Bashô visitó este lugar en conmemoración del quinientos aniversario de la muerte del pobre Yoshitsune, en su periplo por la estrecha senda del norte profundo. Rodeado de estos cedros y pinos inmensos, surgiendo de la nieve como columnas, podría pensar que siglos y generaciones no son nada. Que todo sigue tal cual. Podría volver aquí quinientos años después y seguiría este silencio tan blanco. En lo profundo del bosque, en la profundidad etérea de la nieve.

Pero no. De hecho nada es igual. El único edificio del s.XII, la época del dominio Fujiwara, que sobrevive hoy en día en Chôson-ji es el Konjikidô (el Pabellón Dorado).

Cubierto de pan de oro tanto en su interior como en su exterior es también llamado Templo de la Luz. No me extraña. Todos los de esta pequeña comitiva errante guardamos ahora un silencio “luminoso”. El pabellón no es muy grande y por fuera está protegido con lo que podríamos llamar un edificio que hace las veces de funda para protegerlo. Es asombroso que haya llegado hasta hoy. Su estructura que parece tan delicada, su oro, su luz.

Se supone que Marco Polo hace referencia a los palacios de oro de Cipango por este templo precisamente.

Nos asomamos al interior y en el resplandor dorado de esta extraña penumbra podemos intuir la imagen de Amida Nyorai (el Buda de la Luz Infinita) a quien está dedicado el templo, y a otros dos bodhisattvas: Kannon y Seishi. Al tenue resplandor se asoman otras imágenes divinas y las tumbas de varios Fujiwara.

Creo que en este lugar he podido atisbar por primera vez la magia, blanca y negra, que ejerce el oro sobre el espíritu humano. Es como luz. Como el rastro de la luz. Aún en la casi oscuridad de aquí dentro puedo sentir ese retazo del sol, de la tierra, que lo creó.

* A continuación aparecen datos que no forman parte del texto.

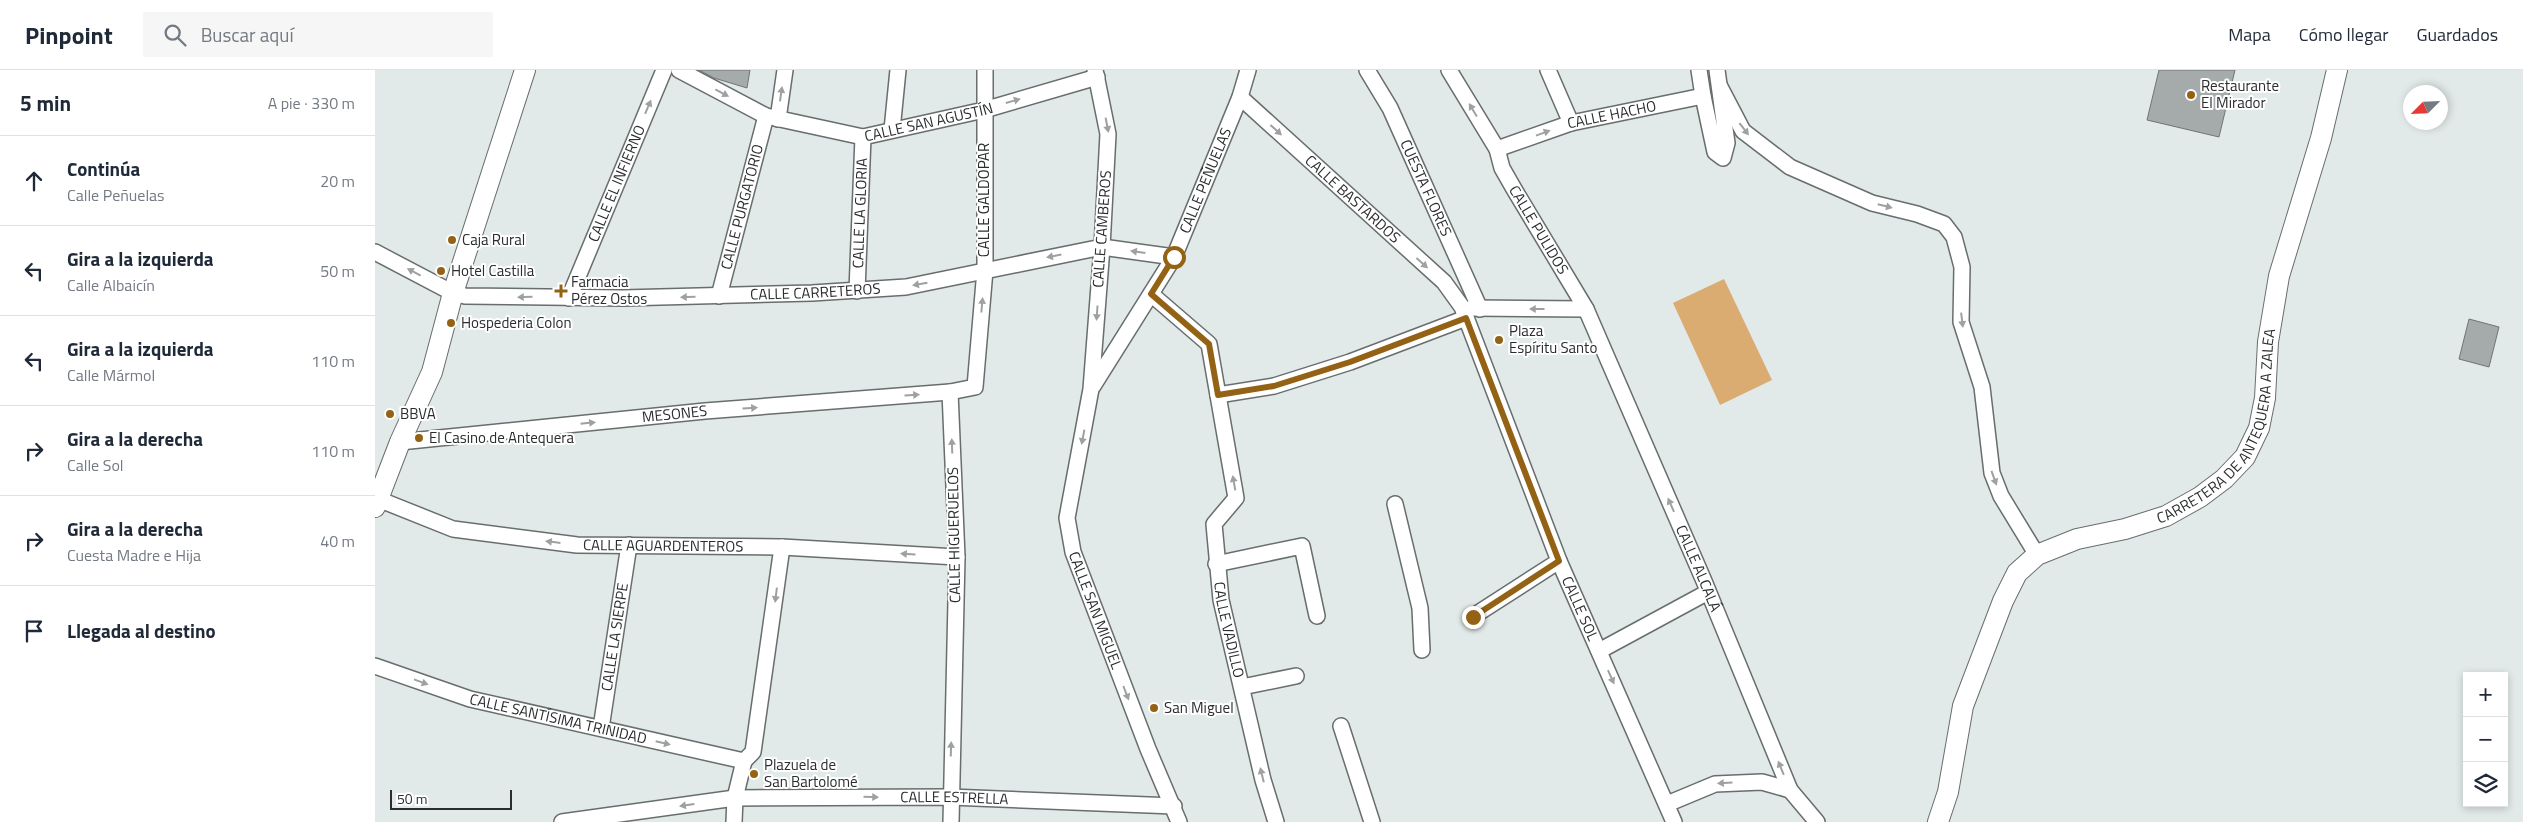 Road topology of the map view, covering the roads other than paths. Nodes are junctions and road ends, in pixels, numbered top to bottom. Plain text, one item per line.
1 (525, 70) edge
2 (664, 70) edge
3 (679, 70) edge
4 (785, 70) edge
5 (898, 70) edge
6 (985, 70) edge
7 (1248, 70) edge
8 (1367, 70) edge
9 (1449, 70) edge
10 (1549, 70) edge
11 (1699, 70) edge
12 (1717, 70) edge
13 (2337, 70) edge
14 (1096, 73) edge
15 (1720, 87) junction
16 (1703, 96) junction
17 (1240, 97) junction
18 (984, 110) junction
19 (772, 117) junction
20 (1571, 123) junction
21 (892, 130) junction
22 (863, 136) junction
23 (1497, 149) junction
24 (1102, 247) junction
25 (375, 252) edge
26 (1174, 257) junction
27 (985, 270) junction
28 (857, 291) junction
29 (453, 293) junction
30 (1151, 294) junction
31 (719, 296) junction
32 (569, 298) junction
33 (1585, 308) junction
34 (1480, 309) junction
35 (1464, 313) junction
36 (1091, 389) junction
37 (950, 392) junction
38 (1218, 395) junction
39 (400, 442) junction
40 (377, 503) edge
41 (1395, 504) dead end
42 (629, 546) junction
43 (782, 547) junction
44 (2037, 555) junction
45 (957, 557) junction
46 (1559, 561) junction
47 (1216, 564) junction
48 (1708, 592) junction
49 (1317, 616) dead end
50 (1473, 617) dead end
51 (1422, 650) dead end
52 (1599, 651) junction
53 (375, 666) edge
54 (1296, 676) dead end
55 (1241, 687) junction
56 (1341, 726) dead end
57 (601, 728) junction
58 (744, 761) junction
59 (1790, 790) junction
60 (735, 798) junction
61 (950, 798) junction
62 (1667, 804) junction
63 (1174, 806) junction
64 (562, 822) edge
65 (734, 822) edge
66 (951, 822) edge
67 (1179, 822) edge
68 (1276, 822) edge
69 (1373, 822) edge
70 (1674, 822) edge
71 (1817, 822) edge
72 (1938, 822) edge

1 - 29 main road
32 -> 2 street, CALLE EL INFIERNO
3 -> 19 street, CALLE SAN AGUSTÍN
19 -> 4 street, CALLE PURGATORIO
5 - 21 street
6 - 18 street, CALLE GALDOPAR
7 - 17 street, CALLE PEÑUELAS
8 - 34 street, CUESTA FLORES
23 -> 9 street, CALLE PULIDOS
10 - 20 street
11 - 16 street
12 - 15 street
13 - 44 main road, CARRETERA DE ANTEQUERA A ZALEA
18 -> 14 street, CALLE SAN AGUSTÍN
14 -> 24 street, CALLE CAMBEROS
15 - 16 street
15 -> 44 street
16 - 20 street, CALLE HACHO
17 - 26 street, CALLE PEÑUELAS
17 -> 35 street, CALLE BASTARDOS
18 - 21 street, CALLE SAN AGUSTÍN
18 - 27 street, CALLE GALDOPAR
19 - 22 street, CALLE SAN AGUSTÍN
19 - 31 street, CALLE PURGATORIO
23 -> 20 street, CALLE HACHO
21 - 22 street, CALLE SAN AGUSTÍN
22 - 28 street, CALLE LA GLORIA
23 - 33 street, CALLE PULIDOS
26 -> 24 street, CALLE CARRETEROS
24 -> 27 street, CALLE CARRETEROS
24 -> 36 street, CALLE CAMBEROS
29 -> 25 street
26 - 30 street, CALLE PEÑUELAS
27 -> 28 street, CALLE CARRETEROS
37 -> 27 street
28 - 31 street, CALLE CARRETEROS
32 -> 29 street, CALLE CARRETEROS
29 - 39 main road
30 - 36 street, CALLE PEÑUELAS
30 - 38 street
31 -> 32 street, CALLE CARRETEROS
33 -> 34 street
48 -> 33 street, CALLE ALCALÁ
34 - 35 street
35 - 38 street
35 - 46 street, CALLE SOL
36 -> 63 street, CALLE SAN MIGUEL
39 -> 37 street, MESONES
45 -> 37 street, CALLE HIGUERUELOS
47 -> 38 street, CALLE VADILLO
39 - 40 main road
42 -> 40 street, CALLE AGUARDENTEROS
41 - 51 street
42 - 43 street, CALLE AGUARDENTEROS
42 - 57 street, CALLE LA SIERPE
45 -> 43 street, CALLE AGUARDENTEROS
43 -> 58 street
44 - 72 main road, CARRETERA DE ANTEQUERA A ZALEA
61 -> 45 street, CALLE HIGUERUELOS
46 - 50 street
46 - 52 street, CALLE SOL
47 - 49 street
47 - 55 street, CALLE VADILLO
48 - 52 street
59 -> 48 street, CALLE ALCALÁ
52 -> 62 street, CALLE SOL
53 -> 57 street, CALLE SANTÍSIMA TRINIDAD
54 - 55 street
68 -> 55 street, CALLE VADILLO
56 - 69 street
57 -> 58 street, CALLE SANTÍSIMA TRINIDAD
58 - 60 street
59 -> 62 street
59 - 71 street, CALLE ALCALÁ
60 -> 61 street, CALLE ESTRELLA
60 -> 64 street, CALLE ESTRELLA
60 - 65 street
61 - 63 street, CALLE ESTRELLA
61 - 66 street, CALLE HIGUERUELOS
62 - 70 street, CALLE SOL
63 - 67 street, CALLE SAN MIGUEL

En las dependencias del templo principal el abad nos agasaja con un té verde. En un lado Takano-sensei, Fuji y el abad. Presidiendo la mesa nos colocan a mí y a C. de cara a los demás. Reímos ante esta gentileza tan comprometedora. Dudamos si comer o no el primoroso okashi, ese dulce que siempre acompaña y equilibra el amargor seco del té macha. Reímos de nuevo.

No sé en qué momento empezó a nevar. Justo cuando me quedé solo, justo antes de las despedidas. En el camino que llevaba al aparcamiento.

No sé en qué momento recordé la foto que no hice. Las palabras que no dije.

Demasiado tarde… La nieve, justo la suficiente, se acumula ya sobre el camino y los cedros. En las manos. Sobre la risa y las generaciones. En el rastro de la luz.

Kumano magaibutsu

月今よひ古郷に似ざる山もなし

tsuki koyoi kokyô ni nizaru yama mo nashi

 

luna de agosto…

no hay montaña que no se parezca

a las de mi tierra natal

                                                             Issa Kobayashi

Extendí la mano hasta casi tocarla… pero no me atreví. Una soga de paja de arroz trenzada rodea el tronco del cedro. Es enorme este tronco, este árbol, que apunta al cielo, recto, como el trazo de una flecha. Los zigzags de papel blanco y las gavillas que cuelgan de esa trenza parecen llevar allí siglos. Imposible. Shimenawa, así se llaman estas cuerdas rituales que señalan lo sagrado en el shintoismo.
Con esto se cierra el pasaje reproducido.